Yo estimo que la Escuela es un elaborado anti-indígena, una amenaza terrible para la idiosincrasia de los pueblos que la aceptan por motivos tácticos o como señal de decadencia. Creo que una comunidad se defiende mejor a sí misma si arraiga en sus propias modalidades educativas, si estudia el modo de adecuarlas a los nuevos contextos, de reorientarlas bajo la presión de ciertas “necesidades”. No me parece “imposible” que los niños aprendan, por ejemplo, las matemáticas occidentales, si es lo que desean, desde los parámetros informales de la educación comunitaria, pues son muchos y muy variados sus procedimientos. No hay necesidad de “escuela” para ello, ni de un edificio específico, ni de “monitores” o “facilitadores”, ni de métodos artificiosos, ni de recaer en una suerte de gregarismo infantil bajo coacción,…

Autoconstrucción

Entiendo las dudas que puede suscitar un rechazo absoluto, incondicional, de toda forma de Escuela, con independencia del contexto en el que se desenvuelve, del conflicto en el que se inserta, de lo que Gramsci llamaría la “relación de fuerzas”. Pero yo no soy un “estratega”, y no puedo concebir la escuela como un mero “medio”, justificado o no por la excelencia del “fin” que se propende. Para mí la escuela es siempre el “fin”, en el doble sentido de la palabra: propósito que se persigue y término, muerte, acabamiento de lo que había en su lugar. Aunque, circunstancialmente, pueda verse como “conveniente”, o hasta “necesaria”, de cara al logro de una buena causa, lo que llamaríamos “costes humanitarios” o “daños colaterales” de la escolarización son siempre de tal magnitud que ningún bien puede compensarlos.
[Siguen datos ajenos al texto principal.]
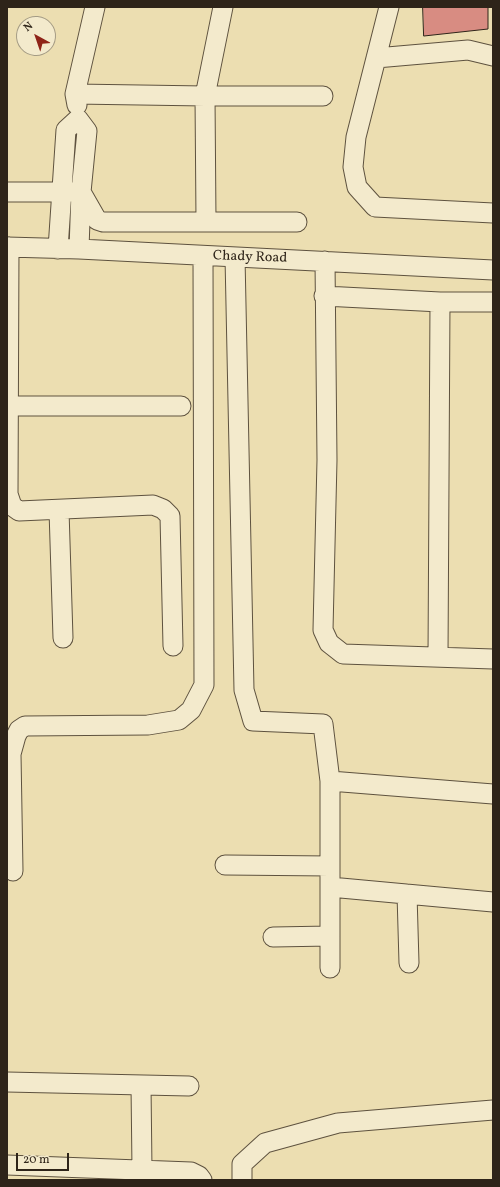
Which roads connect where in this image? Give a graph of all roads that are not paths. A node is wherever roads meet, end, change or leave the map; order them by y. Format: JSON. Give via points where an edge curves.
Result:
{"nodes":[{"id":1,"x":95,"y":7,"type":"edge"},
{"id":2,"x":223,"y":7,"type":"edge"},
{"id":3,"x":389,"y":7,"type":"edge"},
{"id":4,"x":493,"y":56,"type":"edge"},
{"id":5,"x":376,"y":58,"type":"junction"},
{"id":6,"x":75,"y":94,"type":"junction"},
{"id":7,"x":205,"y":96,"type":"junction"},
{"id":8,"x":323,"y":96,"type":"dead end"},
{"id":9,"x":78,"y":119,"type":"junction"},
{"id":10,"x":7,"y":192,"type":"edge"},
{"id":11,"x":62,"y":192,"type":"junction"},
{"id":12,"x":81,"y":192,"type":"junction"},
{"id":13,"x":493,"y":213,"type":"edge"},
{"id":14,"x":206,"y":222,"type":"junction"},
{"id":15,"x":297,"y":222,"type":"dead end"},
{"id":16,"x":8,"y":247,"type":"edge"},
{"id":17,"x":58,"y":249,"type":"junction"},
{"id":18,"x":79,"y":249,"type":"junction"},
{"id":19,"x":203,"y":256,"type":"junction"},
{"id":20,"x":235,"y":257,"type":"junction"},
{"id":21,"x":324,"y":261,"type":"junction"},
{"id":22,"x":493,"y":270,"type":"edge"},
{"id":23,"x":324,"y":296,"type":"junction"},
{"id":24,"x":440,"y":302,"type":"junction"},
{"id":25,"x":493,"y":302,"type":"edge"},
{"id":26,"x":8,"y":406,"type":"junction"},
{"id":27,"x":181,"y":406,"type":"dead end"},
{"id":28,"x":58,"y":510,"type":"junction"},
{"id":29,"x":63,"y":638,"type":"dead end"},
{"id":30,"x":173,"y":646,"type":"dead end"},
{"id":31,"x":438,"y":656,"type":"junction"},
{"id":32,"x":493,"y":659,"type":"edge"},
{"id":33,"x":330,"y":781,"type":"junction"},
{"id":34,"x":493,"y":794,"type":"edge"},
{"id":35,"x":225,"y":865,"type":"dead end"},
{"id":36,"x":330,"y":866,"type":"junction"},
{"id":37,"x":13,"y":871,"type":"dead end"},
{"id":38,"x":330,"y":887,"type":"junction"},
{"id":39,"x":407,"y":894,"type":"junction"},
{"id":40,"x":493,"y":902,"type":"edge"},
{"id":41,"x":330,"y":936,"type":"junction"},
{"id":42,"x":273,"y":937,"type":"dead end"},
{"id":43,"x":409,"y":963,"type":"dead end"},
{"id":44,"x":330,"y":968,"type":"dead end"},
{"id":45,"x":7,"y":1082,"type":"edge"},
{"id":46,"x":141,"y":1085,"type":"junction"},
{"id":47,"x":189,"y":1086,"type":"dead end"},
{"id":48,"x":493,"y":1110,"type":"edge"},
{"id":49,"x":7,"y":1166,"type":"edge"},
{"id":50,"x":142,"y":1170,"type":"junction"},
{"id":51,"x":202,"y":1180,"type":"edge"},
{"id":52,"x":242,"y":1180,"type":"edge"}],
"edges":[{"from":1,"to":6,"type":"street"},
{"from":2,"to":7,"type":"street"},
{"from":3,"to":5,"type":"street"},
{"from":4,"to":5,"type":"street","via":[[468,50]]},
{"from":5,"to":13,"type":"street","via":[[356,137],[353,167],[357,187],[375,206]]},
{"from":6,"to":7,"type":"street"},
{"from":6,"to":9,"type":"street"},
{"from":7,"to":8,"type":"street"},
{"from":7,"to":14,"type":"street"},
{"from":9,"to":11,"type":"street","via":[[66,130]]},
{"from":9,"to":12,"type":"street","via":[[87,131]]},
{"from":10,"to":11,"type":"street"},
{"from":11,"to":12,"type":"street"},
{"from":11,"to":17,"type":"street"},
{"from":12,"to":14,"type":"street","via":[[97,220],[103,222]]},
{"from":12,"to":18,"type":"street"},
{"from":14,"to":15,"type":"street"},
{"from":16,"to":17,"type":"street","name":"Chady Road"},
{"from":16,"to":26,"type":"street"},
{"from":17,"to":18,"type":"street","name":"Chady Road"},
{"from":18,"to":19,"type":"street","name":"Chady Road"},
{"from":19,"to":20,"type":"street","name":"Chady Road"},
{"from":19,"to":37,"type":"street","via":[[204,685],[191,710],[179,720],[148,725],[25,726],[19,730],[10,754]]},
{"from":20,"to":21,"type":"street","name":"Chady Road"},
{"from":20,"to":33,"type":"street","via":[[244,690],[253,721],[323,724]]},
{"from":21,"to":22,"type":"street","name":"Chady Road"},
{"from":21,"to":23,"type":"street"},
{"from":23,"to":24,"type":"street"},
{"from":23,"to":31,"type":"street","via":[[327,460],[322,630],[329,643],[343,654]]},
{"from":24,"to":25,"type":"street"},
{"from":24,"to":31,"type":"street"},
{"from":26,"to":27,"type":"street"},
{"from":26,"to":28,"type":"street","via":[[8,494],[12,506],[19,511]]},
{"from":28,"to":29,"type":"street"},
{"from":28,"to":30,"type":"street","via":[[153,505],[163,509],[170,516]]},
{"from":31,"to":32,"type":"street"},
{"from":33,"to":34,"type":"street"},
{"from":33,"to":36,"type":"street"},
{"from":35,"to":36,"type":"street"},
{"from":36,"to":38,"type":"street"},
{"from":38,"to":39,"type":"street"},
{"from":38,"to":41,"type":"street"},
{"from":39,"to":40,"type":"street"},
{"from":39,"to":43,"type":"street"},
{"from":41,"to":42,"type":"street"},
{"from":41,"to":44,"type":"street"},
{"from":45,"to":46,"type":"street"},
{"from":46,"to":47,"type":"street"},
{"from":46,"to":50,"type":"street"},
{"from":48,"to":52,"type":"street","via":[[338,1123],[265,1143],[242,1164]]},
{"from":49,"to":50,"type":"street"},
{"from":50,"to":51,"type":"street","via":[[191,1172]]}]}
Pertenece a la vieja razón política, que inspiró tanto Auschwitz como Siberia y que se ha remozado en Guantánamo, estimar que la belleza y dignidad de los fines puede justificar la depravación de los medios. Y por eso se puede hablar hoy de “Guerras Humanitarias”, de “Tropas de Paz”, etc. Pero, ante la crisis de ese paradigma, nos enfrentamos a una situación en la que ya no hay fines, en la que el medio es el fin, en la que solo tenemos medios. Y los medios deben ser evaluados en sí mismos, desde la perspectiva de aquella “lucha ético-política” a la que me he referido antes, una lucha por la atenuación o supresión de la relación de poder.
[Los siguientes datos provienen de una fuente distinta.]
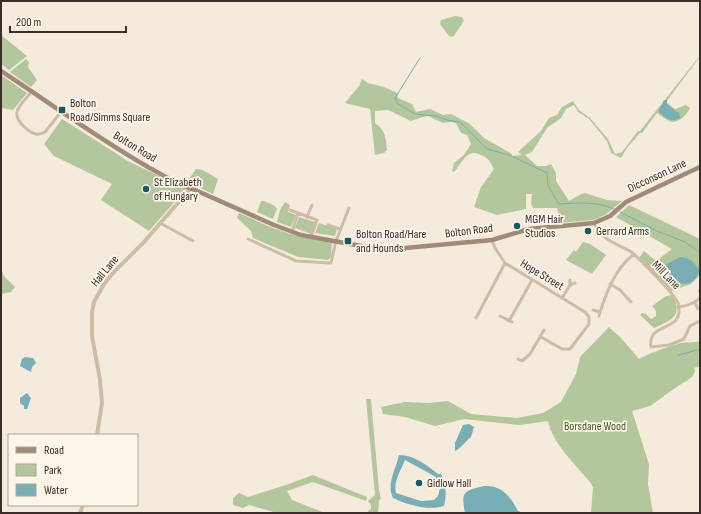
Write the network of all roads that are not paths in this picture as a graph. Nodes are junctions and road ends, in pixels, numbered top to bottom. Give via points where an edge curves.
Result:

Desde que la Utopía perdió su inocencia, como acuñó Sloterdijk, desde que nos quedamos sin sujeto de la transformación (porque tampoco el indígena es el sujeto que anhelamos, como él mismo nos recuerda: “nosotros no somos un universal, nosotros no somos la esperanza de nadie”, dijo, en el Congreso de Filosofía Joven de Granada, un indígena colombiano), desde que en nosotros el Sistema se hizo carne “y somos, cada uno, el Sistema non-stop”, la posibilidad misma de la crítica, fundamento de la lucha, depende de una labor personal de descodificación, de des-programación, un arrancarse el Sistema como jirones de la propia piel, que he nombrado “auto-construcción” y que nos impediría tolerar una labor de fragua metódica del carácter como la que se desarrolla en toda escuela, da igual que se predique para la forja del Hombre Nuevo o para la conservación de un saludable Hombre Viejo. Ha llegado la hora de no consentir más “hacedores de hombres”, hora de des-hacernos y de re-crearnos, porque lo que somos, a día de hoy, es horrible.